▸ Task to complete
Search the records below for the word "name". Copy each line where it occurs.

▸ Given records
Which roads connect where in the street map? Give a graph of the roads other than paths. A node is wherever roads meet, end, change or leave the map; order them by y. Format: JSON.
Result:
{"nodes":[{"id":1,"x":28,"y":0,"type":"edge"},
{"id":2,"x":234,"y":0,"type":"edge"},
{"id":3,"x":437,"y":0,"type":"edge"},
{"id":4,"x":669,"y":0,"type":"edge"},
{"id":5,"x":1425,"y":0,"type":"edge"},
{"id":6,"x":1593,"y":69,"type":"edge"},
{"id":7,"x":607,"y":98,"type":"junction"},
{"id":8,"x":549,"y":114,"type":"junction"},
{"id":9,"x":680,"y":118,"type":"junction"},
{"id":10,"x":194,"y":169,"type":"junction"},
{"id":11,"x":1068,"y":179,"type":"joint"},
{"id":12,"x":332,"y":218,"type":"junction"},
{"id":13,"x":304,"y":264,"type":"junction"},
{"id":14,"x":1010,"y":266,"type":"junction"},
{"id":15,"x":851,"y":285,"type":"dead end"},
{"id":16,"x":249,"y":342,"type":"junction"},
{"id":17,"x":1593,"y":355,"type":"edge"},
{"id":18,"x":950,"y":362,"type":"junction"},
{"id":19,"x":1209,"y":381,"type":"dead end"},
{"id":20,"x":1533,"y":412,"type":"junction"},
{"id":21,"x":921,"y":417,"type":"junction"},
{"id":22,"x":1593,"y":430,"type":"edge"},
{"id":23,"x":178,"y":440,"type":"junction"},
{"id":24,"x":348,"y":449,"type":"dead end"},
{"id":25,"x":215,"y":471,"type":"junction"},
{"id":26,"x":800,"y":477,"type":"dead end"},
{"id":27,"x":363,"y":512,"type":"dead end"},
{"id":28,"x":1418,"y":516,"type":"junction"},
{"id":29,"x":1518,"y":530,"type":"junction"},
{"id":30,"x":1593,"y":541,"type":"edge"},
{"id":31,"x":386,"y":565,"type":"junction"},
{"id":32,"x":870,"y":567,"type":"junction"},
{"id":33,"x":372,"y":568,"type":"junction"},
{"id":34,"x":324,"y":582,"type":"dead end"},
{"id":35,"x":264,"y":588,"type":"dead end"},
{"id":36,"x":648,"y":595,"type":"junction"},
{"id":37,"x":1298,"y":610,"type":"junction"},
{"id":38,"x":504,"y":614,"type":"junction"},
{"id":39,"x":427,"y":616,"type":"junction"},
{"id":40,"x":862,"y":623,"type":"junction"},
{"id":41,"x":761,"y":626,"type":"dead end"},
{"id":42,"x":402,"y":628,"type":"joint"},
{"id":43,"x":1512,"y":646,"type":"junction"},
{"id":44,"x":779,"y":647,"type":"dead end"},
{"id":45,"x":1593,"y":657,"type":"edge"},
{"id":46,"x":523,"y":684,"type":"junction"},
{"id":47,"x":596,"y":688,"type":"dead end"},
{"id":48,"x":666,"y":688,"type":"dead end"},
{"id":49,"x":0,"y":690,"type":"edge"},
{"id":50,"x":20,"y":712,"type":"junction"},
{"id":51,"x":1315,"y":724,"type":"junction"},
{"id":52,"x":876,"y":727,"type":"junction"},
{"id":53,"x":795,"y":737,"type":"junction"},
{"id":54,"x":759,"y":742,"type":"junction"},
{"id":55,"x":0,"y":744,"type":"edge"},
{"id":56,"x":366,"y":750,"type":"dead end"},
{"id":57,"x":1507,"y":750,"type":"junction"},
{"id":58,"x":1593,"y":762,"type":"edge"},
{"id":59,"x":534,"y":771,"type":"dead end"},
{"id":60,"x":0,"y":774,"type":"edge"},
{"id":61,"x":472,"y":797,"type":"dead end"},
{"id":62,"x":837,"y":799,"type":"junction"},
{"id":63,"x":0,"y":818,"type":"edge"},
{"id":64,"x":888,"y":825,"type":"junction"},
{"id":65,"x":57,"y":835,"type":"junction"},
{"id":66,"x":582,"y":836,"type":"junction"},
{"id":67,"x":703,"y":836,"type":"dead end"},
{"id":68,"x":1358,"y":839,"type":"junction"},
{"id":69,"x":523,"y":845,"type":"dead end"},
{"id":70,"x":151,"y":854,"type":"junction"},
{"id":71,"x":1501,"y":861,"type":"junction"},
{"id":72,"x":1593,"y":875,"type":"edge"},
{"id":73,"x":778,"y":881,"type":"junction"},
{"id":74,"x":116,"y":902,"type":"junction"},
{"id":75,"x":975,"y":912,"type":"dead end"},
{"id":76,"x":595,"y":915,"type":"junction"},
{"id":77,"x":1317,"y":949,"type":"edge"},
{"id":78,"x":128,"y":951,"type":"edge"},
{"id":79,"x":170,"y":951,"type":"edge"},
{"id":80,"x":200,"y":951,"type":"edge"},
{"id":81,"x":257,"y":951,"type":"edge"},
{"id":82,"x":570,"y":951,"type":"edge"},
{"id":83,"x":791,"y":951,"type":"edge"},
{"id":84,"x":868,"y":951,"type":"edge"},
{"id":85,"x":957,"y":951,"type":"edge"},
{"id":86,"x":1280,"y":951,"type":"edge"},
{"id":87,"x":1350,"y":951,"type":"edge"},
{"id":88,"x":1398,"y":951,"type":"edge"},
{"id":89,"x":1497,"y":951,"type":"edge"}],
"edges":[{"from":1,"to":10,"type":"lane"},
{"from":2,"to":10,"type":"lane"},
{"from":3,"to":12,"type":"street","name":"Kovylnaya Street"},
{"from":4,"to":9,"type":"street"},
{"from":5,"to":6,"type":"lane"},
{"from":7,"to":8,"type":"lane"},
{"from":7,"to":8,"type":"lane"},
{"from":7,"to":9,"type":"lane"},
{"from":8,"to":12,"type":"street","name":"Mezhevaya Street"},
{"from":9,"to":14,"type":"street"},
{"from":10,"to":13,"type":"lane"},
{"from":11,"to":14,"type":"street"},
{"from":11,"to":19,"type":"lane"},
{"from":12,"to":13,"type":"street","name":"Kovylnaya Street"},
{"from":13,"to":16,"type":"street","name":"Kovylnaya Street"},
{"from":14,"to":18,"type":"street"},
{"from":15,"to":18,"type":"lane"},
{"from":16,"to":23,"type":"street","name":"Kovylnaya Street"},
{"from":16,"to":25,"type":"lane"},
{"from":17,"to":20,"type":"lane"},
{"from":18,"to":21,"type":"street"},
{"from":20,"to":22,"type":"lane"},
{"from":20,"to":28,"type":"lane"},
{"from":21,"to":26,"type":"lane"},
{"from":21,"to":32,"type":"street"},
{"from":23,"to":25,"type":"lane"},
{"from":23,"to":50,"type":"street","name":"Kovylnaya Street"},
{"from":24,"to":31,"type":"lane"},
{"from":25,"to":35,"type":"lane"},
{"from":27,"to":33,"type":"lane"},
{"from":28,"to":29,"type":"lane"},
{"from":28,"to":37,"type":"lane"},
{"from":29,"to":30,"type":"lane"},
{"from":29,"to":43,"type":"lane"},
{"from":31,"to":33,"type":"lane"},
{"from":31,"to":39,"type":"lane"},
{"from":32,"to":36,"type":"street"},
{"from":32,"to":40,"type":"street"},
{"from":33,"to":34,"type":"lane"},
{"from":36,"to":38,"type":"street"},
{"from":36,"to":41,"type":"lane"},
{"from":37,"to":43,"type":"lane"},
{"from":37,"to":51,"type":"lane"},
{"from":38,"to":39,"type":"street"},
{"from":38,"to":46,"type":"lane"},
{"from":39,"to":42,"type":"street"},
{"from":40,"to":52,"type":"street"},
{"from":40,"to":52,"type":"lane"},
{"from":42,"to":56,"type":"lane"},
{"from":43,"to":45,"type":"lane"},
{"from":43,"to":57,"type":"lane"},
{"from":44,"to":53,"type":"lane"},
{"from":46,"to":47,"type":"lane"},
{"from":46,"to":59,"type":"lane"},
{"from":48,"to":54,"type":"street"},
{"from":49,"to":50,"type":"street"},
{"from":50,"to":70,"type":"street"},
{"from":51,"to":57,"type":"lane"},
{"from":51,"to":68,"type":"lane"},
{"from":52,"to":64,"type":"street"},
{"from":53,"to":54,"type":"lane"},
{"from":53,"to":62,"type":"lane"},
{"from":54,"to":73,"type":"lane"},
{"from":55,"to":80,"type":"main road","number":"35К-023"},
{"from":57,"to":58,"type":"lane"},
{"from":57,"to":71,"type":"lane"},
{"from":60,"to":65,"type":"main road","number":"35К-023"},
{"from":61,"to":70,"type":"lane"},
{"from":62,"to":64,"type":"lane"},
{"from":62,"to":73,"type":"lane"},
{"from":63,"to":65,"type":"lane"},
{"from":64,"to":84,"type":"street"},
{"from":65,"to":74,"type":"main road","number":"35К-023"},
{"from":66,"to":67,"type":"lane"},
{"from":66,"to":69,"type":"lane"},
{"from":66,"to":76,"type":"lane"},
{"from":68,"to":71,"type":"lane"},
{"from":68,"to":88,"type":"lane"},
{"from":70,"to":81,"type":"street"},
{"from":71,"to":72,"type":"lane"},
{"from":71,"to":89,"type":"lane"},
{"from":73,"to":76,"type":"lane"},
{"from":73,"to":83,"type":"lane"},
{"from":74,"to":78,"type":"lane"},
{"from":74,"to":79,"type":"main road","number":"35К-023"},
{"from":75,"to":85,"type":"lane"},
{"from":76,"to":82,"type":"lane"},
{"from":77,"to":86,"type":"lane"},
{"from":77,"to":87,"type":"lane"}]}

▸ Problem solution
{"from":3,"to":12,"type":"street","name":"Kovylnaya Street"},
{"from":8,"to":12,"type":"street","name":"Mezhevaya Street"},
{"from":12,"to":13,"type":"street","name":"Kovylnaya Street"},
{"from":13,"to":16,"type":"street","name":"Kovylnaya Street"},
{"from":16,"to":23,"type":"street","name":"Kovylnaya Street"},
{"from":23,"to":50,"type":"street","name":"Kovylnaya Street"},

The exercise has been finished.